Artist Tadas Maksimovas demonstrates the emotional violence wrought by Facebook quite literally, with an emotigun, a handmade, rubber band gatling gun. Built by Martijn Koomen, its frame is cut from 4mm plywood, while its firing is powered by rubber bands, a windshield wiper motor, and a 12-volt battery. Its bullets are emoji rendered in high performance rubber foam that can maintain their integrity to -22 F (in case anything needs to be shot-liked in the Arctic). At full speed, the emotigun can shoot 10 emojis a second, right at Maksimovas’s face.

For Maksimovas, the inspiration for the project was actually not some metaphorical epiphany, but a new spin on an existing pop culture trope. “I enjoy memes as much as the next person,” Maksimovas explains. “There is a rather old meme of Rambo (Sylvester Stallone) shooting a machine gun where the bullets have been replaced with Facebook thumb icons. One day I stumbled across it, and as soon as I saw it, it triggered something. I started thinking about what life would be like if emojis existed in the real world, and the potential effects. It all started from there. Yes, from a meme.”

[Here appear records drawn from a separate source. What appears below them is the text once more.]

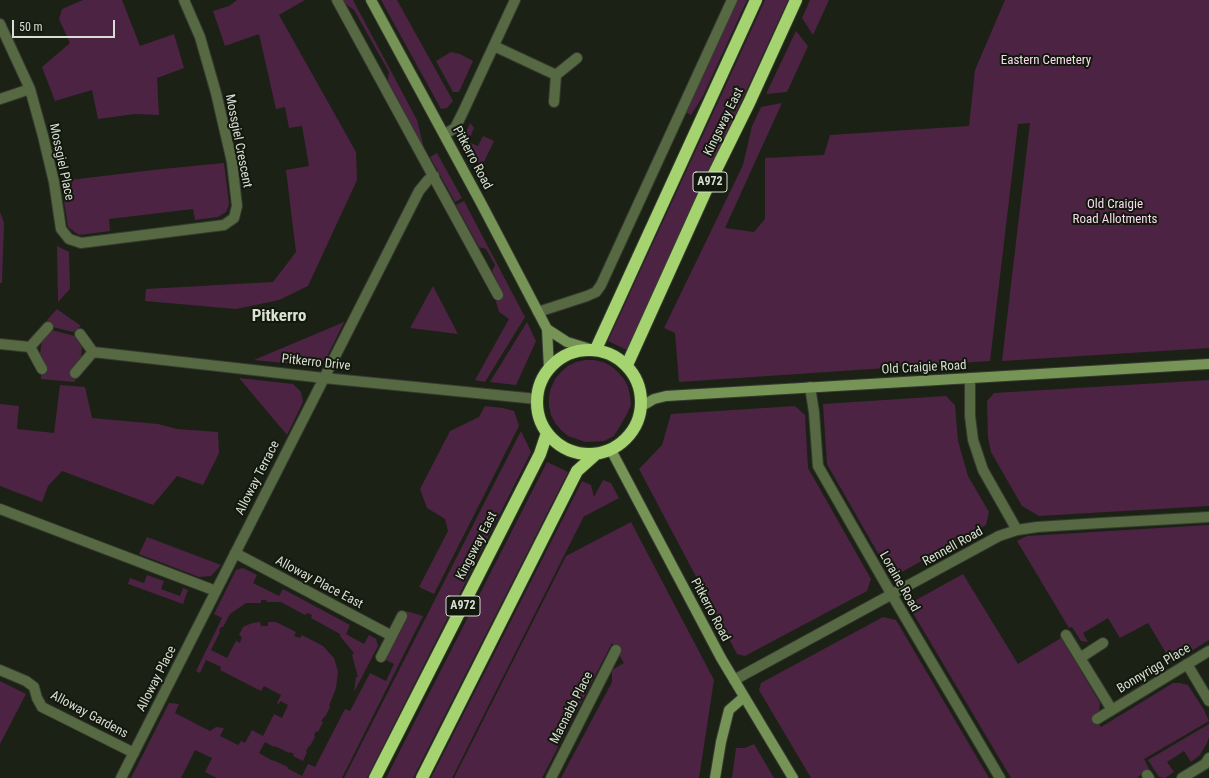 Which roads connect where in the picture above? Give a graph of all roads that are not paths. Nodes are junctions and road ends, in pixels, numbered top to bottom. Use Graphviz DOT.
graph roads {
  1 [pos="184,0"];
  2 [pos="337,0"];
  3 [pos="371,0"];
  4 [pos="515,0"];
  5 [pos="732,0"];
  6 [pos="756,0"];
  7 [pos="796,0"];
  8 [pos="0,24"];
  9 [pos="494,46"];
  10 [pos="577,58"];
  11 [pos="556,75"];
  12 [pos="30,89"];
  13 [pos="0,99"];
  14 [pos="554,102"];
  15 [pos="444,134"];
  16 [pos="434,176"];
  17 [pos="69,239"];
  18 [pos="498,295"];
  19 [pos="538,312"];
  20 [pos="48,327"];
  21 [pos="547,329"];
  22 [pos="80,334"];
  23 [pos="0,344"];
  24 [pos="30,347"];
  25 [pos="593,349"];
  26 [pos="93,352"];
  27 [pos="1209,364"];
  28 [pos="627,365"];
  29 [pos="42,368"];
  30 [pos="549,368"];
  31 [pos="75,373"];
  32 [pos="324,378"];
  33 [pos="970,378"];
  34 [pos="810,387"];
  35 [pos="537,399"];
  36 [pos="642,406"];
  37 [pos="547,433"];
  38 [pos="611,450"];
  39 [pos="596,454"];
  40 [pos="0,509"];
  41 [pos="1209,517"];
  42 [pos="1017,530"];
  43 [pos="235,553"];
  44 [pos="216,591"];
  45 [pos="892,595"];
  46 [pos="402,616"];
  47 [pos="1066,635"];
  48 [pos="392,636"];
  49 [pos="1104,643"];
  50 [pos="616,650"];
  51 [pos="1209,651"];
  52 [pos="381,657"];
  53 [pos="1080,658"];
  54 [pos="1187,664"];
  55 [pos="0,670"];
  56 [pos="734,680"];
  57 [pos="744,697"];
  58 [pos="1209,701"];
  59 [pos="1112,710"];
  60 [pos="1098,719"];
  61 [pos="134,753"];
  62 [pos="1209,758"];
  63 [pos="121,778"];
  64 [pos="375,778"];
  65 [pos="422,778"];
  66 [pos="551,778"];
  67 [pos="715,778"];
  68 [pos="793,778"];
  69 [pos="1000,778"];
  70 [pos="1182,778"];
  1 -- 17 [label="street, Mossgiel Crescent"];
  2 -- 16 [label="street"];
  3 -- 15 [label="street, Pitkerro Road"];
  4 -- 9 [label="street"];
  5 -- 19 [label="street"];
  6 -- 25 [label="highway, Kingsway East / A972"];
  7 -- 28 [label="highway, Kingsway East / A972"];
  8 -- 12 [label="street, Mossgiel Place"];
  9 -- 11 [label="street"];
  9 -- 15 [label="street"];
  10 -- 11 [label="street"];
  11 -- 14 [label="street"];
  12 -- 13 [label="street"];
  12 -- 17 [label="street, Mossgiel Place"];
  15 -- 19 [label="street, Pitkerro Road"];
  16 -- 18 [label="street"];
  16 -- 32 [label="street, Alloway Terrace"];
  19 -- 21 [label="street, Pitkerro Road"];
  20 -- 24 [label="street"];
  21 -- 25 [label="street, Pitkerro Road"];
  21 -- 30 [label="street, Pitkerro Road"];
  22 -- 26 [label="street"];
  23 -- 24 [label="street"];
  24 -- 29 [label="street"];
  25 -- 28 [label="highway"];
  25 -- 30 [label="highway"];
  26 -- 31 [label="street"];
  26 -- 32 [label="street, Pitkerro Drive"];
  27 -- 33 [label="street, Old Craigie Road"];
  28 -- 36 [label="highway"];
  30 -- 35 [label="highway"];
  32 -- 35 [label="street, Pitkerro Drive"];
  32 -- 43 [label="street, Alloway Terrace"];
  33 -- 34 [label="street, Old Craigie Road"];
  33 -- 42 [label="street"];
  34 -- 36 [label="street, Old Craigie Road"];
  34 -- 45 [label="street, Loraine Road"];
  35 -- 37 [label="highway"];
  36 -- 38 [label="highway"];
  37 -- 39 [label="highway"];
  37 -- 64 [label="highway, Kingsway East / A972"];
  38 -- 39 [label="highway"];
  38 -- 56 [label="street, Pitkerro Road"];
  39 -- 65 [label="highway"];
  40 -- 44 [label="street"];
  41 -- 42 [label="street, Rennell Road"];
  42 -- 45 [label="street, Rennell Road"];
  43 -- 44 [label="street, Alloway Terrace"];
  43 -- 48 [label="street, Alloway Place East"];
  44 -- 61 [label="street, Alloway Place"];
  45 -- 56 [label="street, Rennell Road"];
  45 -- 69 [label="street, Loraine Road"];
  46 -- 48 [label="street"];
  47 -- 53 [label="street, Bonnyrigg Place"];
  48 -- 52 [label="street"];
  49 -- 53 [label="street"];
  50 -- 66 [label="street, Macnabb Place"];
  51 -- 54 [label="street, Bonnyrigg Place"];
  53 -- 59 [label="street, Bonnyrigg Place"];
  54 -- 58 [label="street"];
  54 -- 59 [label="street, Bonnyrigg Place"];
  55 -- 61 [label="street, Alloway Gardens"];
  56 -- 57 [label="street, Pitkerro Road"];
  57 -- 67 [label="street"];
  57 -- 68 [label="street, Pitkerro Road"];
  59 -- 60 [label="street, Bonnyrigg Place"];
  61 -- 63 [label="street, Alloway Place"];
  62 -- 70 [label="street"];
}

[Photo: courtesy Tadas Maksimovas]

Maksimovas confesses that he lurks on Facebook, but rarely posts anything himself. He hasn’t posted an update since 2014. “Personally, I don’t really do the social media ‘thing,’ mainly because I don’t have anything interesting to share,” he admits. “My food is ugly, I don’t run, I don’t travel with stunningly attractive girls, I don’t have babies either–there is literally nothing to share. I am not for or against it, but if I don’t feel like I have anything interesting to say I don’t say it. It’s as simple as that.”

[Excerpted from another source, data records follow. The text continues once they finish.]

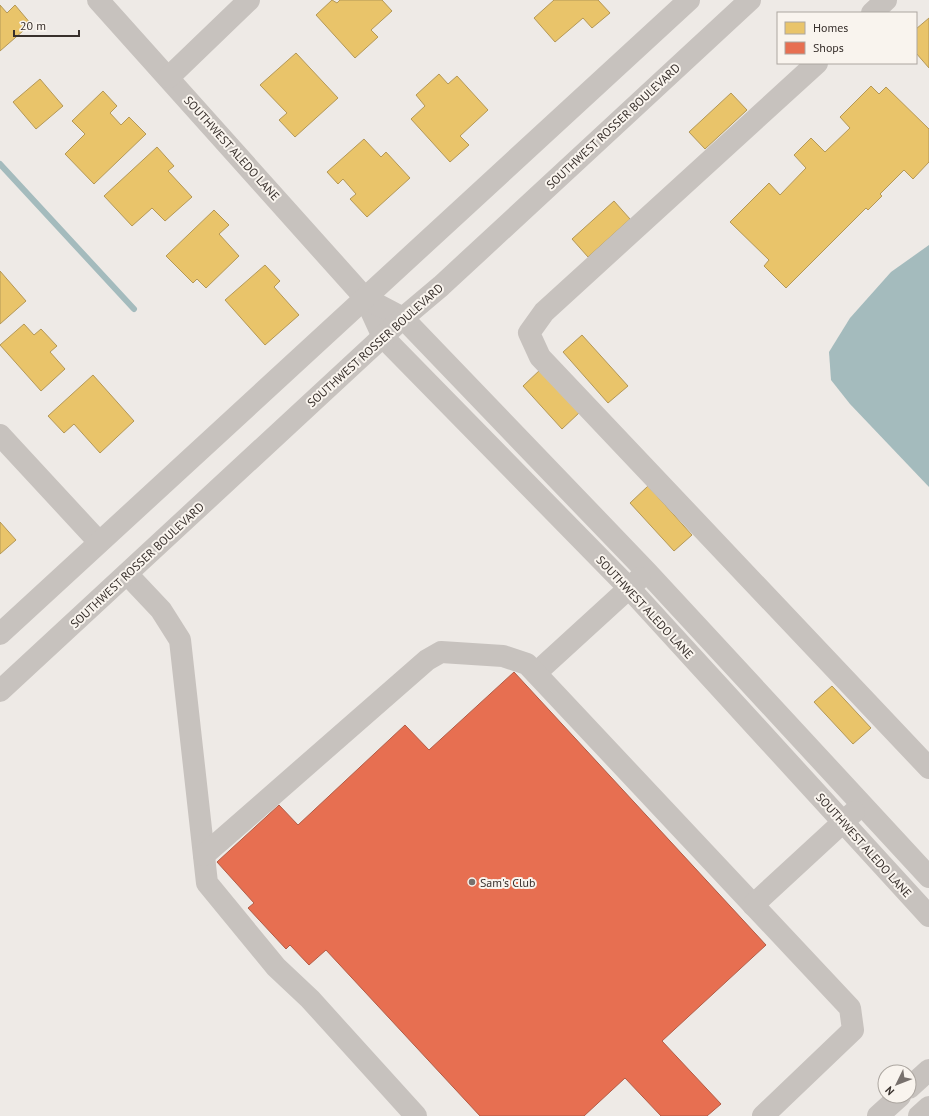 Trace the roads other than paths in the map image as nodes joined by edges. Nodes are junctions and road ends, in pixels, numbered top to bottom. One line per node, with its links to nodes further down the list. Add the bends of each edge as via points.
1 (98, 0): 8 (street, SOUTHWEST ALEDO LANE)
2 (249, 0): 8 (street)
3 (689, 0): 9 (street)
4 (750, 0): 10 (street, SOUTHWEST ROSSER BOULEVARD)
5 (886, 0): 6 (street)
6 (873, 12)
7 (816, 64): 20 (street, via 544,312 529,333 540,357)
8 (169, 77): 9 (street, SOUTHWEST ALEDO LANE)
9 (365, 298): 10 (street, SOUTHWEST ALEDO LANE); 11 (street, SOUTHWEST ALEDO LANE); 13 (street)
10 (403, 318): 11 (street, SOUTHWEST ROSSER BOULEVARD); 14 (street, SOUTHWEST ALEDO LANE)
11 (382, 337): 15 (street, SOUTHWEST ROSSER BOULEVARD); 16 (street, SOUTHWEST ALEDO LANE)
12 (0, 435): 13 (street)
13 (99, 542): 17 (street)
14 (646, 572): 16 (street); 21 (street, SOUTHWEST ALEDO LANE)
15 (127, 574): 19 (street, SOUTHWEST ROSSER BOULEVARD); 23 (street, via 161,610 180,640)
16 (629, 588): 18 (street); 22 (street, SOUTHWEST ALEDO LANE)
17 (0, 634)
18 (536, 673): 23 (street, via 527,664 503,656 441,652 427,660); 25 (street)
19 (0, 691)
20 (929, 768)
21 (862, 805): 22 (street); 24 (street, SOUTHWEST ALEDO LANE)
22 (843, 822): 25 (street); 26 (street, SOUTHWEST ALEDO LANE)
23 (204, 855): 32 (street, via 206,883 276,967 310,999)
24 (929, 877)
25 (753, 905): 31 (street, via 850,1008 854,1030)
26 (929, 916)
27 (929, 1070): 28 (street)
28 (917, 1081)
29 (891, 1104): 33 (street)
30 (929, 1107): 34 (street)
31 (771, 1114)
32 (416, 1116)
33 (878, 1116)
34 (919, 1116) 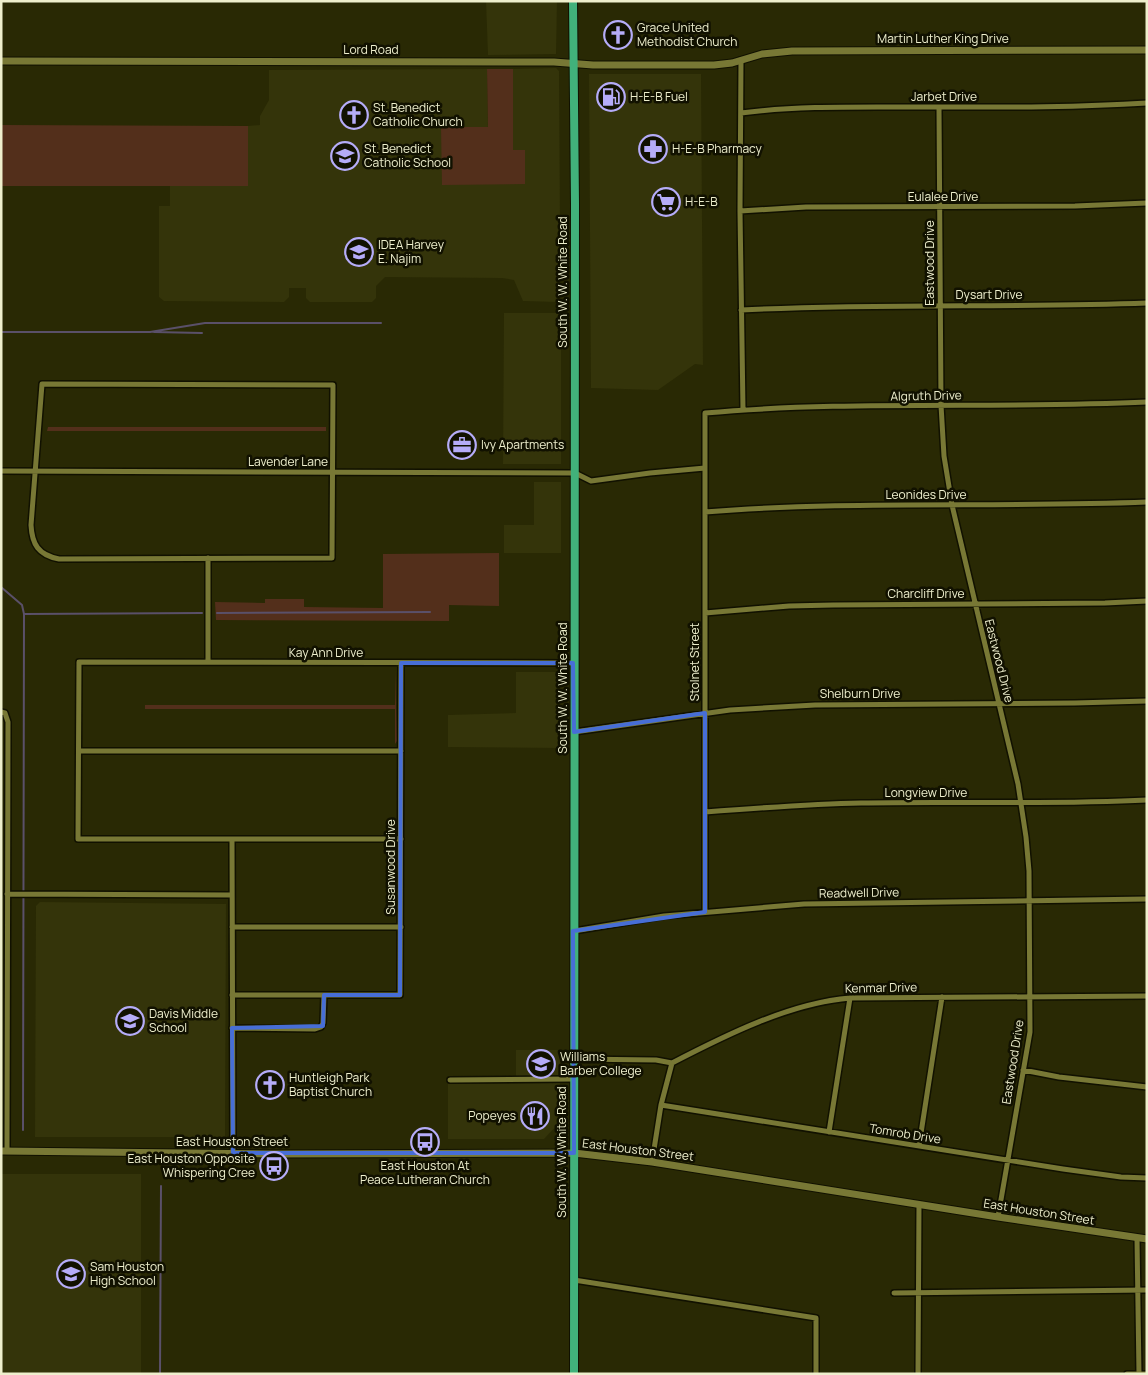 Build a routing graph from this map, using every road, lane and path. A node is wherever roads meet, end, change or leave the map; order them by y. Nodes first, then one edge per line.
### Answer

Instead, he worked with a team of roughly 20 people to develop this performance art project–to create the gun, video, and photos you see here, and eventually take 200 emoji right to the face in the name of art. But what is his statement exactly? What is the intent?

“I guess you might call the project a massive contradiction: I am criticizing social media while trying to get recognition online,” says Maksimovas. “But the truth is that I am neither criticizing the culture of receiving and giving online recognition nor celebrating it. Whatever meaning you take after watching the video, it is correct. The viewer creates the meaning. I just created a gun that shoots emojis, and I tested it on myself.”